Flat, even lighting is important for this sort of work, I would imagine.

You could really do with better kit than just a phone.

The difference between a single camera and a phone camera is primarily how much control you have over the lens focus and aperature.

But if you are looking to do infra red then I would suggest that a PiNoir camera attached to a Pi would be your best bet, as phone cameras filter most of the IR out to get the colour balance correct. Better still, you could have two Pi with a camera each and do stereo vision very cheaply indeed (particularly if you used PiZero) - which would be way better. Particularly if you had two cameras at right angles (or maybe 45/60 degrees?) to the object.

You have not said much about the size of your object, which might rather inform the discussion.

That’s a great idea, very similar to the way the leap motion works, that uses a stereoscopic camera and an IR emitter, that has been trained to specifically detect hands to a really high degree, all the bones and joints.

The object, I had either a pyramid or cone in mind, is of arbitrary proportions, they are just known variables, cone’s height and radius say is 100mm and 50mm. I was thinking about distributing leds around the surface, potentially in an uneven distribution or just a distribution where it doesn’t look the same from all sides, so you can detect clusters and inform yourself of where you are in 3D space relative to the object.

So you have a calibration step, you put your camera at a certain angle at a certain distance to the dots/constellations on the cone, it figures the cone is always the 0,0,0 point in space. But this approach may falter if the focus cannot be locked on a phone camera.

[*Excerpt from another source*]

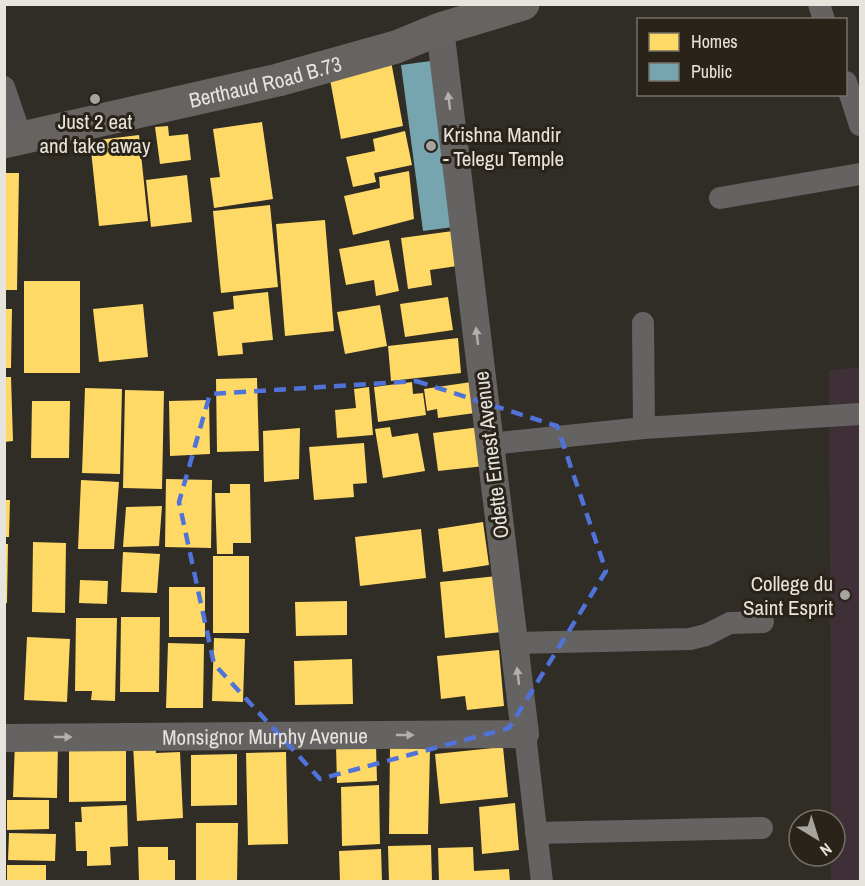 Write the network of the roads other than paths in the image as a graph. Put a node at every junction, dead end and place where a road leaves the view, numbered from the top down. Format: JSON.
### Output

Let’s say I’m making a tabletop AR game with a little cone you stick in the middle of the table for reference, the main piece of information you need to know about is where the table is in space and where the graphics should be overlaid, instead of detecting the table, what if I could infer some information about the table based on the reference markers on the cone and known size/shape, the reference would also help to match the virtual camera with the video feed overlay.

I should come and show some of the experiments I’ve been doing with 2D markers, it works surprisingly well, just not a some angles, this is just an idea to improve/expand on the current method.

Any reason you can’t use lidar for ranging?

Let’s say I’m making a tabletop AR game
Well, if /that/ is what you are doing it sounds not unlike the PlayStation game that was around a while back, for Harry Potter
https://www.youtube.com/watch?v=2n5prI9L6G8

  • might be helpful?

The horrific cost?

:wink:

Single point LIDAR is not too expensive, I was thinking of a unit like this - http://www.robotc.net/blog/wp-content/uploads/2011/11/GP2D12.pdf

I assume that works by knowing the size and orientation of the ‘optical codes’ also means that you don’t need to range them.

I assume the wand has an IMU in it as well as the IR illuminated bulb.

I assume that works by knowing the size and orientation of the ‘optical codes’ also means that you don’t need to range them.

I assume the wand has an IMU in it as well as the IR illuminated bulb.